Another issue here was how hard it could be getting to the traps because of the extremely muddy conditions at some of the sites. More than once I had to pull a leg free of the quicksand like brown gunk only to have to pry loose my other leg, a vicious cycle where one had to eventually climb out on all fours and crawl to safety. But, when it’s all said and done, everyone had a blast. After all, there isn’t one person in the Becker Lab that doesn’t like to get a little muddy!

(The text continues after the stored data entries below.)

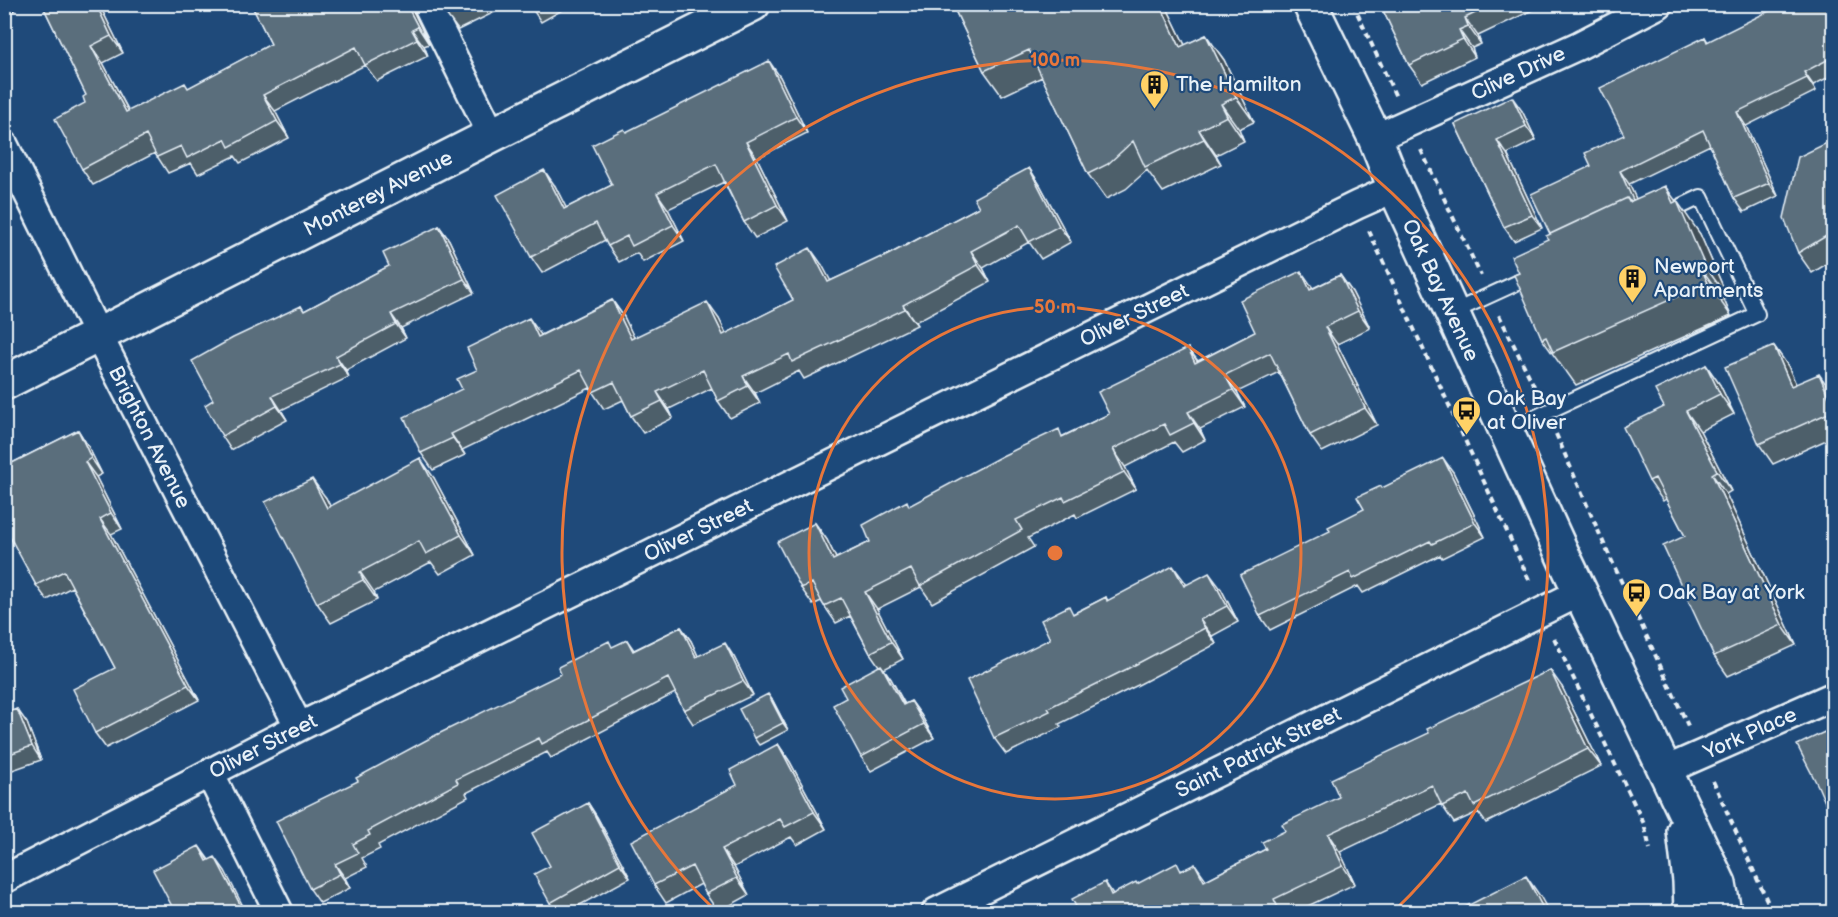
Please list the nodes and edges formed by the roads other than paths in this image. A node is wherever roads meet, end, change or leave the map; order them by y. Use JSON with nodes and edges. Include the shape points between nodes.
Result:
{"nodes":[{"id":1,"x":9,"y":4,"type":"edge"},
{"id":2,"x":427,"y":4,"type":"edge"},
{"id":3,"x":753,"y":4,"type":"edge"},
{"id":4,"x":1310,"y":4,"type":"edge"},
{"id":5,"x":1659,"y":4,"type":"edge"},
{"id":6,"x":4,"y":7,"type":"edge"},
{"id":7,"x":492,"y":135,"type":"junction"},
{"id":8,"x":1375,"y":138,"type":"junction"},
{"id":9,"x":4,"y":145,"type":"edge"},
{"id":10,"x":1395,"y":188,"type":"junction"},
{"id":11,"x":1648,"y":222,"type":"edge"},
{"id":12,"x":1543,"y":271,"type":"edge"},
{"id":13,"x":1451,"y":313,"type":"junction"},
{"id":14,"x":98,"y":335,"type":"junction"},
{"id":15,"x":4,"y":383,"type":"edge"},
{"id":16,"x":1506,"y":431,"type":"junction"},
{"id":17,"x":1581,"y":592,"type":"junction"},
{"id":18,"x":1833,"y":696,"type":"edge"},
{"id":19,"x":299,"y":727,"type":"junction"},
{"id":20,"x":1666,"y":771,"type":"junction"},
{"id":21,"x":210,"y":774,"type":"junction"},
{"id":22,"x":1681,"y":802,"type":"junction"},
{"id":23,"x":4,"y":879,"type":"edge"},
{"id":24,"x":1724,"y":903,"type":"edge"},
{"id":25,"x":279,"y":912,"type":"edge"},
{"id":26,"x":936,"y":912,"type":"edge"},
{"id":27,"x":1691,"y":912,"type":"edge"}],
"edges":[{"from":1,"to":6,"type":"lane"},
{"from":2,"to":7,"type":"street"},
{"from":3,"to":7,"type":"street","name":"Monterey Avenue"},
{"from":4,"to":8,"type":"street","name":"Oak Bay Avenue"},
{"from":5,"to":8,"type":"street","name":"Clive Drive","via":[[1580,45]]},
{"from":7,"to":14,"type":"street","name":"Monterey Avenue"},
{"from":8,"to":10,"type":"street","name":"Oak Bay Avenue"},
{"from":9,"to":14,"type":"street","name":"Brighton Avenue"},
{"from":10,"to":13,"type":"street","name":"Oak Bay Avenue"},
{"from":10,"to":19,"type":"street","name":"Oliver Street"},
{"from":11,"to":16,"type":"lane","via":[[1701,197],[1757,314]]},
{"from":12,"to":13,"type":"lane"},
{"from":13,"to":16,"type":"street","name":"Oak Bay Avenue"},
{"from":14,"to":15,"type":"street","name":"Monterey Avenue"},
{"from":14,"to":19,"type":"street","name":"Brighton Avenue"},
{"from":16,"to":17,"type":"street","name":"Oak Bay Avenue"},
{"from":17,"to":20,"type":"street","name":"Oak Bay Avenue"},
{"from":17,"to":26,"type":"street","name":"Saint Patrick Street"},
{"from":18,"to":20,"type":"street","name":"York Place"},
{"from":19,"to":21,"type":"street","name":"Oliver Street"},
{"from":20,"to":22,"type":"street","name":"Oak Bay Avenue"},
{"from":21,"to":23,"type":"street","name":"Oliver Street"},
{"from":21,"to":25,"type":"street"},
{"from":22,"to":24,"type":"street","name":"Oak Bay Avenue"},
{"from":22,"to":27,"type":"street"}]}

The field season for this project is now over I’m sad to say. There were a lot of great partners that worked on it and a lot of fun memories. Although we won’t be getting muddy anymore, the Becker lab is still knees deep in samples that need to be processed. Look forward to future blog posts that will detail how we process the samples using qPCR with our other collaborators in the Roberts Lab up at the School of Aquatic and Fishery Sciences at the University of Washington Seattle campus! Can’t wait to see the results!